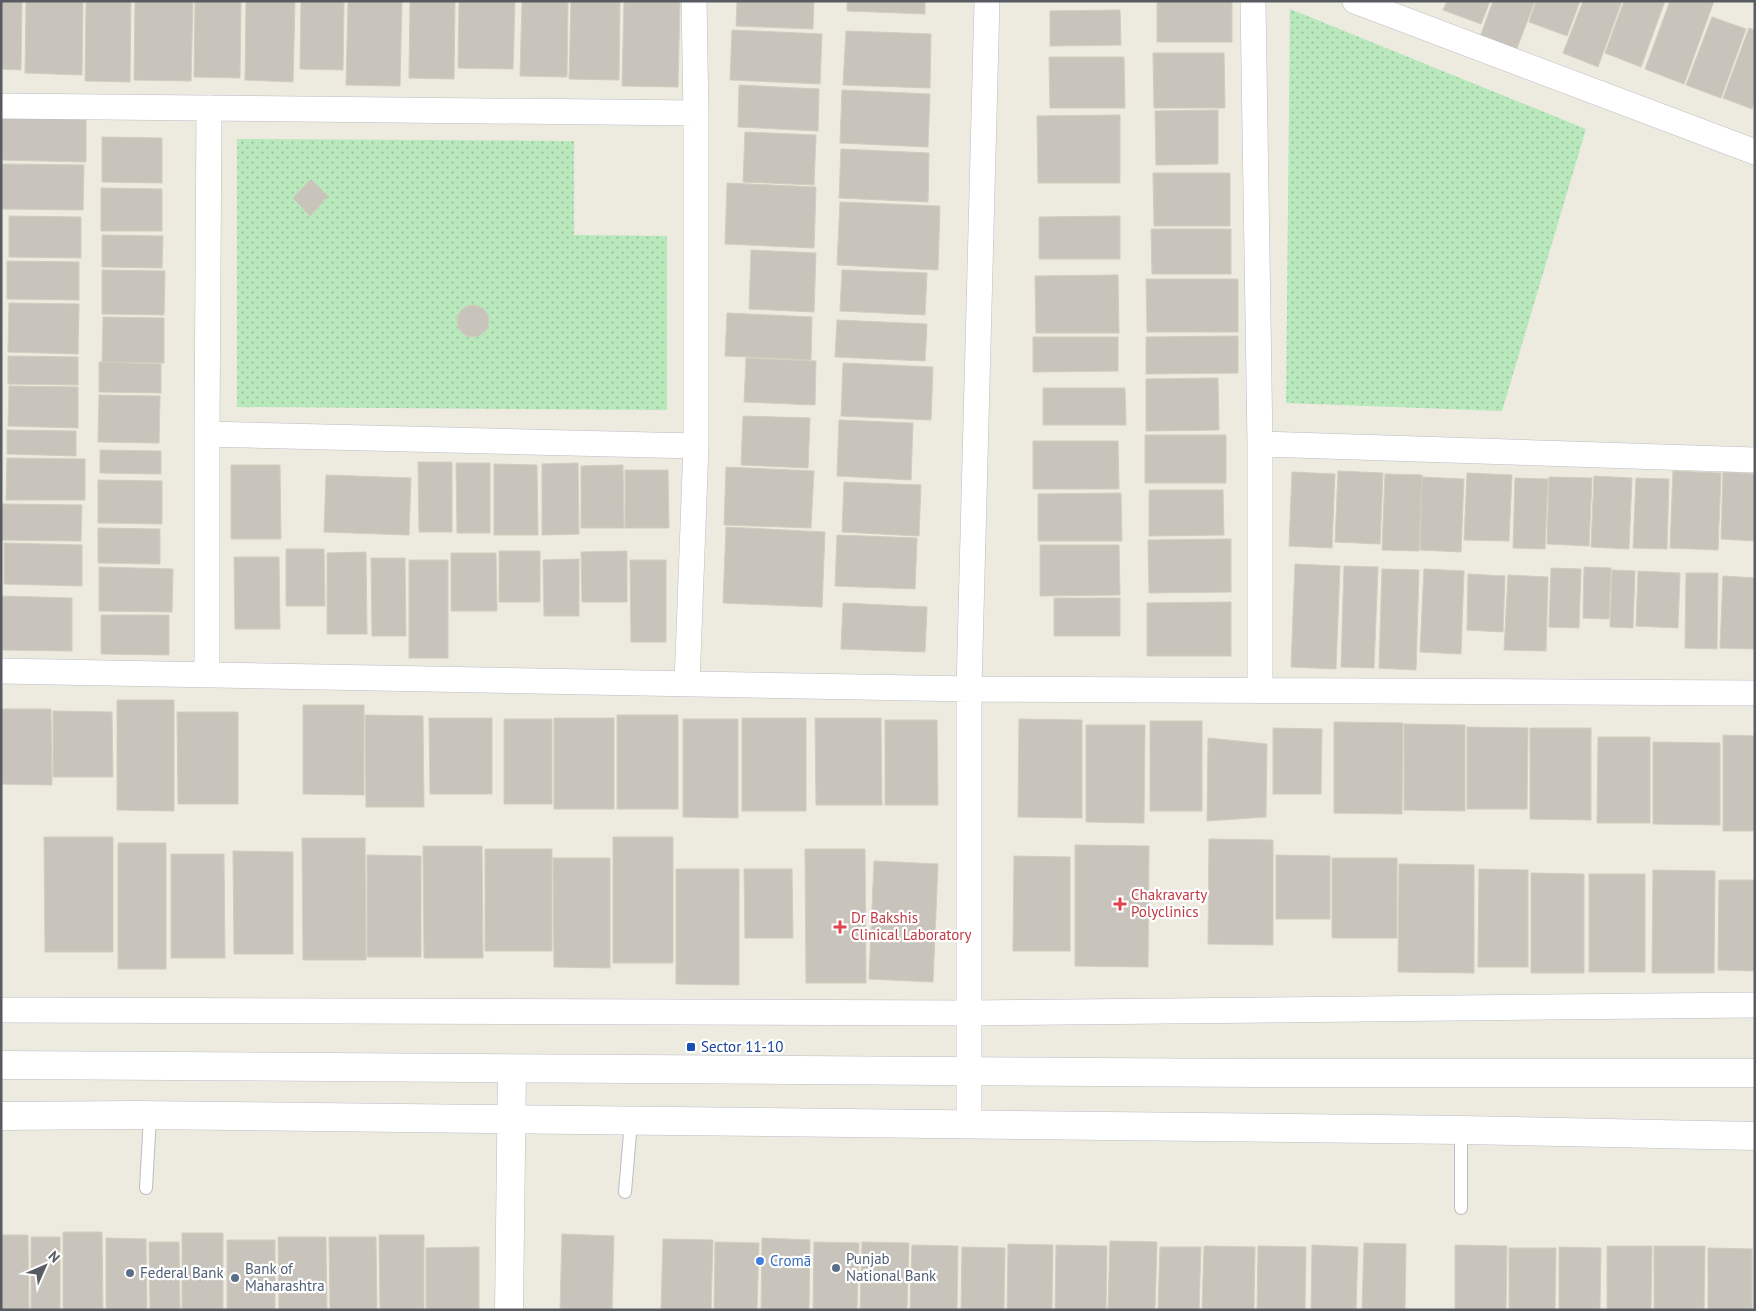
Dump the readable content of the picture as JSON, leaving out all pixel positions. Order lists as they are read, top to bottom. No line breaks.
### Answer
{"places":{"health":["Chakravarty Polyclinics","Dr Bakshis Clinical Laboratory"],"transit":["Sector 11-10"],"other":["Cromā","Punjab National Bank","Federal Bank","Bank of Maharashtra"]},"north":"top right"}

Problem to solve =
Leave the pictures out and output all of the data verbatim.

Answer box =
Dump the readable content of the picture as JSON, leaving out all pixel positions. Order lists as they are read, top to bottom. No line breaks.
### Answer
{"places":{"health":["Chakravarty Polyclinics","Dr Bakshis Clinical Laboratory"],"transit":["Sector 11-10"],"other":["Cromā","Punjab National Bank","Federal Bank","Bank of Maharashtra"]},"north":"top right"}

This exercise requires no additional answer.